**EXERCISE DETAILS**
The records that follow must be reproduced in full, exactly as written.

**RECORDS FOR THE TASK**
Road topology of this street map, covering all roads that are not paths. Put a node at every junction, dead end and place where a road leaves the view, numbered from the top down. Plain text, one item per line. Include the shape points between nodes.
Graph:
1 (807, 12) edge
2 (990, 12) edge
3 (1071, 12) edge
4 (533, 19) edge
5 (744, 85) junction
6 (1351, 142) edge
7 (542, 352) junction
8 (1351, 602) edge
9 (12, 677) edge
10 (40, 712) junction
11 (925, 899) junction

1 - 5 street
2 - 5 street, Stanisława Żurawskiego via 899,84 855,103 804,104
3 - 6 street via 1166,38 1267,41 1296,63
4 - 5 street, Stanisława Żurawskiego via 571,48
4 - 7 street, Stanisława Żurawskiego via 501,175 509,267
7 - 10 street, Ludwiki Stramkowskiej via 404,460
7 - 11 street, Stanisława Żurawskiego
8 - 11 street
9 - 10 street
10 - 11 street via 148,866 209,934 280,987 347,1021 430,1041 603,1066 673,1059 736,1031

**RESPONSE BELOW**
Road topology of this street map, covering all roads that are not paths. Put a node at every junction, dead end and place where a road leaves the view, numbered from the top down. Plain text, one item per line. Include the shape points between nodes.
Graph:
1 (807, 12) edge
2 (990, 12) edge
3 (1071, 12) edge
4 (533, 19) edge
5 (744, 85) junction
6 (1351, 142) edge
7 (542, 352) junction
8 (1351, 602) edge
9 (12, 677) edge
10 (40, 712) junction
11 (925, 899) junction

1 - 5 street
2 - 5 street, Stanisława Żurawskiego via 899,84 855,103 804,104
3 - 6 street via 1166,38 1267,41 1296,63
4 - 5 street, Stanisława Żurawskiego via 571,48
4 - 7 street, Stanisława Żurawskiego via 501,175 509,267
7 - 10 street, Ludwiki Stramkowskiej via 404,460
7 - 11 street, Stanisława Żurawskiego
8 - 11 street
9 - 10 street
10 - 11 street via 148,866 209,934 280,987 347,1021 430,1041 603,1066 673,1059 736,1031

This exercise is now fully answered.